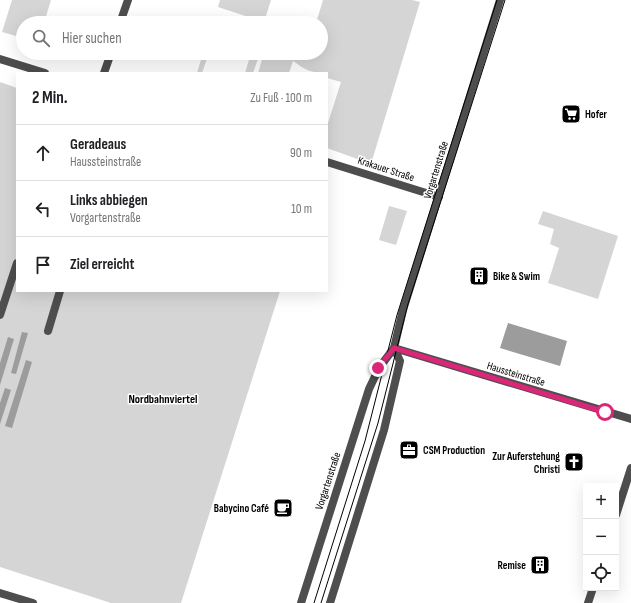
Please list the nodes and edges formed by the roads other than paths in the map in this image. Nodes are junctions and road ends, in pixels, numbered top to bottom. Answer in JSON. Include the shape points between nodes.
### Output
{"nodes":[{"id":1,"x":128,"y":0,"type":"edge"},
{"id":2,"x":500,"y":0,"type":"edge"},
{"id":3,"x":122,"y":16,"type":"edge"},
{"id":4,"x":0,"y":59,"type":"edge"},
{"id":5,"x":108,"y":60,"type":"edge"},
{"id":6,"x":42,"y":72,"type":"edge"},
{"id":7,"x":104,"y":72,"type":"edge"},
{"id":8,"x":328,"y":162,"type":"edge"},
{"id":9,"x":439,"y":197,"type":"junction"},
{"id":10,"x":16,"y":266,"type":"edge"},
{"id":11,"x":60,"y":292,"type":"edge"},
{"id":12,"x":0,"y":316,"type":"edge"},
{"id":13,"x":48,"y":331,"type":"dead end"},
{"id":14,"x":394,"y":348,"type":"junction"},
{"id":15,"x":631,"y":419,"type":"edge"},
{"id":16,"x":631,"y":468,"type":"edge"},
{"id":17,"x":619,"y":506,"type":"edge"},
{"id":18,"x":592,"y":591,"type":"edge"},
{"id":19,"x":0,"y":593,"type":"edge"},
{"id":20,"x":33,"y":603,"type":"edge"},
{"id":21,"x":301,"y":603,"type":"edge"},
{"id":22,"x":330,"y":603,"type":"edge"},
{"id":23,"x":588,"y":603,"type":"edge"}],
"edges":[{"from":1,"to":3,"type":"street"},
{"from":2,"to":9,"type":"street","name":"Vorgartenstraße"},
{"from":4,"to":6,"type":"street"},
{"from":5,"to":7,"type":"street"},
{"from":8,"to":9,"type":"street","name":"Krakauer Straße"},
{"from":9,"to":14,"type":"street","name":"Vorgartenstraße","via":[[403,310]]},
{"from":10,"to":12,"type":"street"},
{"from":11,"to":13,"type":"street"},
{"from":14,"to":15,"type":"street","name":"Haussteinstraße"},
{"from":14,"to":21,"type":"street","name":"Vorgartenstraße","via":[[378,368],[369,389]]},
{"from":14,"to":22,"type":"street","name":"Vorgartenstraße","via":[[400,361],[384,430]]},
{"from":16,"to":17,"type":"street"},
{"from":18,"to":23,"type":"street"},
{"from":19,"to":20,"type":"street"}]}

= = = =

Once the pictures are set aside, repeat the data above exactly as written.

Please list the nodes and edges formed by the roads other than paths in the map in this image. Nodes are junctions and road ends, in pixels, numbered top to bottom. Answer in JSON. Include the shape points between nodes.
### Output
{"nodes":[{"id":1,"x":128,"y":0,"type":"edge"},
{"id":2,"x":500,"y":0,"type":"edge"},
{"id":3,"x":122,"y":16,"type":"edge"},
{"id":4,"x":0,"y":59,"type":"edge"},
{"id":5,"x":108,"y":60,"type":"edge"},
{"id":6,"x":42,"y":72,"type":"edge"},
{"id":7,"x":104,"y":72,"type":"edge"},
{"id":8,"x":328,"y":162,"type":"edge"},
{"id":9,"x":439,"y":197,"type":"junction"},
{"id":10,"x":16,"y":266,"type":"edge"},
{"id":11,"x":60,"y":292,"type":"edge"},
{"id":12,"x":0,"y":316,"type":"edge"},
{"id":13,"x":48,"y":331,"type":"dead end"},
{"id":14,"x":394,"y":348,"type":"junction"},
{"id":15,"x":631,"y":419,"type":"edge"},
{"id":16,"x":631,"y":468,"type":"edge"},
{"id":17,"x":619,"y":506,"type":"edge"},
{"id":18,"x":592,"y":591,"type":"edge"},
{"id":19,"x":0,"y":593,"type":"edge"},
{"id":20,"x":33,"y":603,"type":"edge"},
{"id":21,"x":301,"y":603,"type":"edge"},
{"id":22,"x":330,"y":603,"type":"edge"},
{"id":23,"x":588,"y":603,"type":"edge"}],
"edges":[{"from":1,"to":3,"type":"street"},
{"from":2,"to":9,"type":"street","name":"Vorgartenstraße"},
{"from":4,"to":6,"type":"street"},
{"from":5,"to":7,"type":"street"},
{"from":8,"to":9,"type":"street","name":"Krakauer Straße"},
{"from":9,"to":14,"type":"street","name":"Vorgartenstraße","via":[[403,310]]},
{"from":10,"to":12,"type":"street"},
{"from":11,"to":13,"type":"street"},
{"from":14,"to":15,"type":"street","name":"Haussteinstraße"},
{"from":14,"to":21,"type":"street","name":"Vorgartenstraße","via":[[378,368],[369,389]]},
{"from":14,"to":22,"type":"street","name":"Vorgartenstraße","via":[[400,361],[384,430]]},
{"from":16,"to":17,"type":"street"},
{"from":18,"to":23,"type":"street"},
{"from":19,"to":20,"type":"street"}]}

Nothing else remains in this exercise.